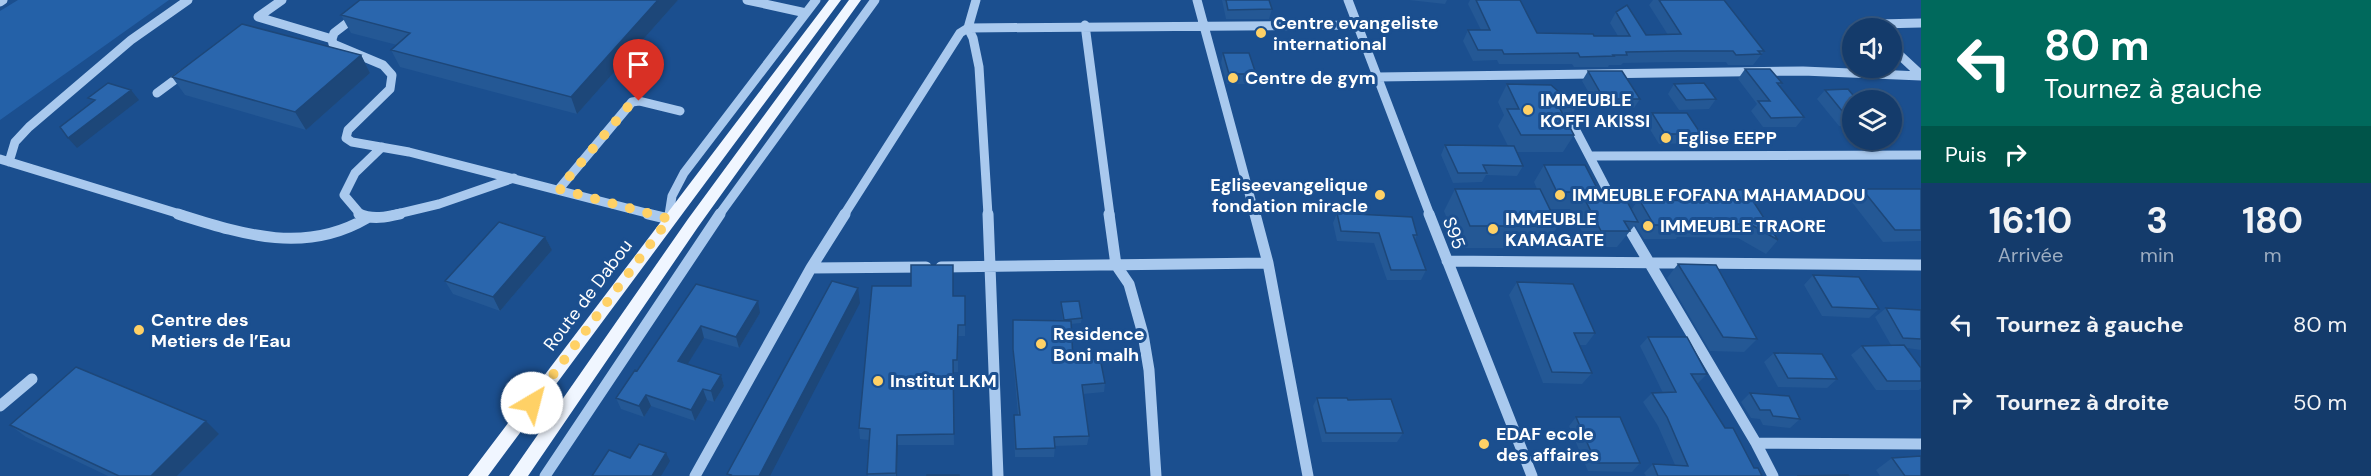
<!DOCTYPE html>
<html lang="fr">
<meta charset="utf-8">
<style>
body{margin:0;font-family:"DM Sans",sans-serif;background:#214673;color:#f1f3f6;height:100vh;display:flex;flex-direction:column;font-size:22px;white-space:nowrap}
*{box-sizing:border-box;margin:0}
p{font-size:20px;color:#9dadc1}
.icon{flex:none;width:33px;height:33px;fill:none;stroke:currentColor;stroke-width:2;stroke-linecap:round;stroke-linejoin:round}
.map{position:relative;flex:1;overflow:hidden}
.panel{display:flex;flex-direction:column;background:#143b6b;width:450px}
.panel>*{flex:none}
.guide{background:#00695c;color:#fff;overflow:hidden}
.tools{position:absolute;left:1842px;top:18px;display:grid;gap:12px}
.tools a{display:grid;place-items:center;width:60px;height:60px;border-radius:50%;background:#143b6b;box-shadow:0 2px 4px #0004,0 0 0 2px #33557e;font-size:30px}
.pin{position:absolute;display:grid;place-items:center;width:51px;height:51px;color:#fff;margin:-62px -26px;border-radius:50% 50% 50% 0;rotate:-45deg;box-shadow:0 0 6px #0007}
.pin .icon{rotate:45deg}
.me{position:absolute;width:66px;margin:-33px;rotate:37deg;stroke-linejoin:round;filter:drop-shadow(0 0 4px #0008)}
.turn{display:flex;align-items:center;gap:21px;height:126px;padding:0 24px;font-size:27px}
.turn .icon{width:78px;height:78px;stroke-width:2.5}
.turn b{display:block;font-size:42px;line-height:51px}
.then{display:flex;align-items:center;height:57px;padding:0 24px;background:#0003;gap:12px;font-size:22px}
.eta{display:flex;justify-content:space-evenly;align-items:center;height:102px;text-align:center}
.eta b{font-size:36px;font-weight:700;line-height:42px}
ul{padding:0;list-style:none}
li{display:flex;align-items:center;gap:18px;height:78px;padding:0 24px}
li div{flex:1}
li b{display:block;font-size:22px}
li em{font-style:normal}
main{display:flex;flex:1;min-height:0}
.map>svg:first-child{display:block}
.green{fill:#2461a8}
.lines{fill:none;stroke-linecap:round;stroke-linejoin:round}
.minor-far1{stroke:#a9c9ee;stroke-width:9}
.minor{stroke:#a9c9ee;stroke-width:11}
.major{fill:#f0f6ff;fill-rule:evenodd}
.wall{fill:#245895}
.shaded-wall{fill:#1d4779}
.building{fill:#2a66ad;stroke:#1d4779;stroke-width:1.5}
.route{stroke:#ffd166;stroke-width:10;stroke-dasharray:0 18}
.poi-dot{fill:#ffd166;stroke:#1b4f8f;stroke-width:2}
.labels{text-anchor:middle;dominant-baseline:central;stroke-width:6;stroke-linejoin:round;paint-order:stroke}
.poi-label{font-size:18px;font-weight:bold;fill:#fff;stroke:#1b4f8f;text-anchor:start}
.street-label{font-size:18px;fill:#fff;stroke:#1b4f8f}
</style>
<main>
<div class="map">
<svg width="1921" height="476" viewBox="0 0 1921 476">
<rect width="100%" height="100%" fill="#1b4f8f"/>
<path class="green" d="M18 0H169L0 120V11Z"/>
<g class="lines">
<path class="minor-far1" d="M282 0 258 17 332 39 333 44 383 65 392 75 390 89 348 130 346 138 352 142 409 152 654 215
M747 0 806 13
M1197 0 1255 215
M1348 0 1430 215
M0 2 3 0
M1085 25 1110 215
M1874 28 1878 24 1921 23
M332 39 334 33 377 0
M1892 48 1921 75
M1377 77 1803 71 1921 76
M157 93 184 73
M1559 110 1571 121 1616 207
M1591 156 1921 155
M0 159 183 215
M9 162 15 142 29 127 131 40 188 0
M559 189 632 102 639 101 680 111
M361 215 344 195 355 173 382 147
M393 215 439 204 514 178
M669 215 672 196 684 173 816 0
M719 215 875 0
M844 215 960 33 968 28 976 0
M988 215 979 67 973 38 968 28 1357 25"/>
<path class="minor" d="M178 214C242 234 304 255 367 218
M359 214C372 220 387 217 400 214
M648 214 669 219 670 214
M988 214 998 476
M1109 214 1116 265 1129 284 1143 334 1149 370 1156 476
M1255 214 1268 263 1308 476
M1429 214 1532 476
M1624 220 1756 443 1773 476
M1447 261 1921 265
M941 267 1268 263
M811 268 926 267
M0 406 32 379
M1756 443 1921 444
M545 476 720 214
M695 476 811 268 845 214"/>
<path class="major" d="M829 0H841L488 476H468Z
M849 0H861L698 227 528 476H509L688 219Z"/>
</g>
<path class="wall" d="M360 0H678L577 114 400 67 391 50 397 45 351 33 341 15Z
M1222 0 1272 9 1269 19H1226Z
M1409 0H1447L1445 4Z
M1470 0H1520L1537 33 1594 36H1618L1610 23 1616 12 1646 35H1668L1649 5 1653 0H1724L1764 51 1753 65H1728L1726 62H1671L1623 63 1621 65H1609L1608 67H1574L1572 64H1499L1497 60 1473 61 1463 41 1468 30H1481L1468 4Z
M1223 53 1256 74 1253 84H1227L1221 63Z
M361 55 370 73 306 130 185 95 172 77Z
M1745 69 1782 83 1779 86 1804 117 1796 127H1763L1751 111 1757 104 1738 79Z
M1588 71 1640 99 1634 108H1598L1582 81Z
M1507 84 1576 107 1567 123 1574 135 1563 152H1517L1523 166 1517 176 1486 175 1482 182 1453 183 1441 155 1445 145 1508 146 1498 126 1504 115 1498 102Z
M1674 84 1716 99 1709 109 1679 110 1668 94Z
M1825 90 1852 100V126H1839L1817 99Z
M1652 113 1701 134 1694 143 1659 144 1646 123Z
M1544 165 1601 196 1631 210 1639 199 1699 201 1708 189 1778 240 1766 254 1738 238 1677 237 1676 239H1644L1635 225 1617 247H1590L1570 209H1550L1558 226 1544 248H1458L1444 211 1455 189H1537L1534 182Z
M1862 189H1921V241L1883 242 1851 201Z
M1337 213 1417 235 1415 240 1426 270 1421 280H1387L1374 243 1337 241 1333 223Z
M545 237 552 250 500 311 453 294 445 281Z
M1678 264 1757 339 1744 352 1710 351 1667 278Z
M1813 275 1879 309 1869 318 1822 316 1804 285Z
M1517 282 1595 333 1586 345H1580L1592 373 1582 384 1543 383 1509 295Z
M696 284 760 313 739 348 704 338 687 364 721 375 724 386 714 402 707 400 695 421 651 406 644 417 621 409 616 398 637 371Z
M911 286 953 296H965V336H958V372H953L954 445H898L897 476H868L869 440 860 439 859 428Z
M1061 302 1082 318 1081 323 1071 324 1073 360 1105 383 1104 392 1083 394 1089 436 1087 445 1055 446 1054 457H1015L1014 424V415H1018L1013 358V320L1063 321 1061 307Z
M1886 308 1921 310V350L1907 348 1921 368V388L1919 390H1876L1851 355 1862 346 1891 345 1875 317Z
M1648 337 1707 374 1698 383H1696L1725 428 1754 468 1762 476H1646L1644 473 1653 464 1675 465 1658 426 1643 402 1652 393H1663L1640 346Z
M1774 353 1837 379 1827 388 1778 387 1764 362Z
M1750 393 1800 419 1790 428 1763 425 1760 419 1751 418 1741 402Z
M1317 398 1348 400 1403 433 1397 442H1322L1313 406Z
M1576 417 1640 463 1632 472 1588 471 1569 426Z
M10 425 219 434 177 476H108L26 437Z
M1892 458 1921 476H1880L1876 470Z"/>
<path class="shaded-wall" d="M658 0H678L577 114 571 97Z
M361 55 370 73 306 130 295 112Z
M131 90 139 100 77 148 68 138Z
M545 237 552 250 500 311 493 297Z
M858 288 860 303 770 476H759Z
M758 301 760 313 739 348 736 337Z
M701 326 704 338 682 373 678 361Z
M721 375 724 386 714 402 711 391Z
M703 389 707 400 695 421 691 410Z
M646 395 651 406 644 417 639 406Z
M206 421 219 434 177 476H151Z
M897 435 898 445 897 476H896Z
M666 453 670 461 661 476H652Z"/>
<path class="building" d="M360 0H658L571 97 391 50 410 33 341 15Z
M1226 0H1269L1272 9 1228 10Z
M1476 0H1520L1537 33 1593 34 1594 36H1630L1616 12 1627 5 1646 35 1681 34 1659 0H1724L1764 51H1758L1761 54 1736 55 1733 51H1678L1626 52 1627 55H1613L1614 56 1580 57 1578 53 1504 54 1502 50H1478L1468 30H1490Z
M242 24 361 55 295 112 172 77Z
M1223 53H1249L1256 74H1229Z
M1745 69H1770L1782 83H1777L1804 117 1771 118 1758 101H1770Z
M1588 71H1622L1640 99H1604Z
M108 83 131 90 68 138 60 127 95 100 88 98Z
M1704 83 1716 99 1686 100 1674 84Z
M1507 84 1551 85 1576 107H1559L1574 135H1521L1507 109H1519Z
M1848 89 1857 100H1852V117H1847L1825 90Z
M1652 113H1687L1701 134H1665Z
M1445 145 1514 146 1523 166 1483 165 1487 173H1458Z
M1544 165H1585L1601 196H1624L1638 222 1624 221 1630 231H1601L1581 192H1557Z
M1455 189H1540L1558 226H1470Z
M1708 189 1746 190 1778 240 1750 224H1685L1686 225H1654L1639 199 1716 202Z
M1862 189H1921V230H1895Z
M1337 213 1412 217 1417 235H1413L1426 270H1391L1379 233 1341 231Z
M499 222 545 237 493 297 445 281Z
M1678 264 1716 265 1757 339 1723 337Z
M911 265H953V296H965V325H958L957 360H953L954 434 897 435 896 473 867 474 870 429 859 428 872 286H911Z
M1813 275 1859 277 1879 309 1832 307Z
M832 281 858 288 759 476H730L731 475 727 474Z
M1517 282 1573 284 1595 333H1574L1592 373 1552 372Z
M696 284 758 301 736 337 701 326 678 361 721 375 711 391 703 389 691 410 646 395 639 406 616 398 635 370 637 371Z
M1079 301 1082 318 1064 320 1061 302Z
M1886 308 1921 310V339L1903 338Z
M1013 320 1071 321 1073 360 1100 358 1105 383 1082 385 1089 436 1054 437 1055 448 1016 449 1014 415H1020L1013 349Z
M1648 337H1687L1707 374H1691L1725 428H1733L1754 468H1758L1762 476H1658L1653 464 1688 466 1667 417 1652 393 1676 392Z
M1904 345 1921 368V381H1887L1862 346Z
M1774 353 1822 354 1837 379 1788 378Z
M76 367 206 421 151 476H119L10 425Z
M1750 393 1789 396 1800 419 1773 416 1770 410H1760Z
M1317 398H1347L1348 400 1391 399 1403 433H1326Z
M1576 417H1620L1640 463H1596Z
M639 444 666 453 652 476H592L609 450 630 458Z
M1921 456V476H1905L1892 458Z
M927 475H959V476H927Z
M1848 475 1849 476H1797Z"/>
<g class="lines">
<path class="route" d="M532 403 669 219 559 189 632 102 639 101"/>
</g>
<g class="poi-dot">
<circle cx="1261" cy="33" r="6"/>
<circle cx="1233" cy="78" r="6"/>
<circle cx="1528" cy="110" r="6"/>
<circle cx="1666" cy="138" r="6"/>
<circle cx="1380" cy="195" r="6"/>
<circle cx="1560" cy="195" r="6"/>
<circle cx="1648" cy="226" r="6"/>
<circle cx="1493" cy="229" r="6"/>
<circle cx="139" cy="330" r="6"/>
<circle cx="1041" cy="344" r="6"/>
<circle cx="878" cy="381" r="6"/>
<circle cx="1484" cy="444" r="6"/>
</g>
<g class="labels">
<g class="poi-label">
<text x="1273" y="23">Centre evangeliste<tspan x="1273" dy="21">international</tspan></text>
<text x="1245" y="78">Centre de gym</text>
<text x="1540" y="100">IMMEUBLE<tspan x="1540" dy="21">KOFFI AKISSI</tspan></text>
<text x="1678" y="138">Eglise EEPP</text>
<text x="1368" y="185" text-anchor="end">Egliseevangelique<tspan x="1368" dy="21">fondation miracle</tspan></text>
<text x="1572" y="195">IMMEUBLE FOFANA MAHAMADOU</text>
<text x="1505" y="219">IMMEUBLE<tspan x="1505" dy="21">KAMAGATE</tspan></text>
<text x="1660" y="226">IMMEUBLE TRAORE</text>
<text x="151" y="320">Centre des<tspan x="151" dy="21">Metiers de l’Eau</tspan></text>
<text x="1053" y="334">Residence<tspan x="1053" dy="21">Boni malh</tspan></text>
<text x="890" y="381">Institut LKM</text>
<text x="1496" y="434">EDAF ecole<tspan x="1496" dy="21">des affaires</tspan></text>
</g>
<g class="street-label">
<text transform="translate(1454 233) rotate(69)">S95</text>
<text transform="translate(588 295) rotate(-53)">Route de Dabou</text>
</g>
</g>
</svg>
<div class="tools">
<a><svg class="icon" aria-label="sound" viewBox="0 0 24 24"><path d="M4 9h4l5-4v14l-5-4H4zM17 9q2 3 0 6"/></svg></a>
<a><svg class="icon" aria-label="layers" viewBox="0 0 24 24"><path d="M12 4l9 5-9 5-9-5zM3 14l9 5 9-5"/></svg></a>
</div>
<div class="pin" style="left:639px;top:101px;background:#d93025"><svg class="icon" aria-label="arrive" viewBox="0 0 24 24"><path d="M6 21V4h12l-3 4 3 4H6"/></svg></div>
<svg class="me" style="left:532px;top:403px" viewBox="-20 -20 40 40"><circle r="19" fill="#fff"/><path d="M0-13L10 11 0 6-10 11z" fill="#ffd166"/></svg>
</div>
<section class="panel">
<div class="guide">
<div class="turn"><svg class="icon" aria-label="left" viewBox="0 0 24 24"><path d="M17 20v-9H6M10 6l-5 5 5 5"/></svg><div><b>80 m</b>Tournez à gauche</div></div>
<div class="then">Puis<svg class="icon" aria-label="right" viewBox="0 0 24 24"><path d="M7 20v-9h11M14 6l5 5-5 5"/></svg></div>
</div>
<div class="eta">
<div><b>16:10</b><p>Arrivée</p></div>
<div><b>3</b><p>min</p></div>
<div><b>180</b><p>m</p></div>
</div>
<ul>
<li><svg class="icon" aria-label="left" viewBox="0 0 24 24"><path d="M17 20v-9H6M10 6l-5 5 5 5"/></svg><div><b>Tournez à gauche</b></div><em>80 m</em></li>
<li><svg class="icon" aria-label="right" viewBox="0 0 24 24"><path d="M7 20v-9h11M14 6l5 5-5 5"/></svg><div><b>Tournez à droite</b></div><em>50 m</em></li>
</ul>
</section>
</main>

| Try it |
For the records given here, say how many lines hold the string "overflow", with no further words.

| Result for this task |
2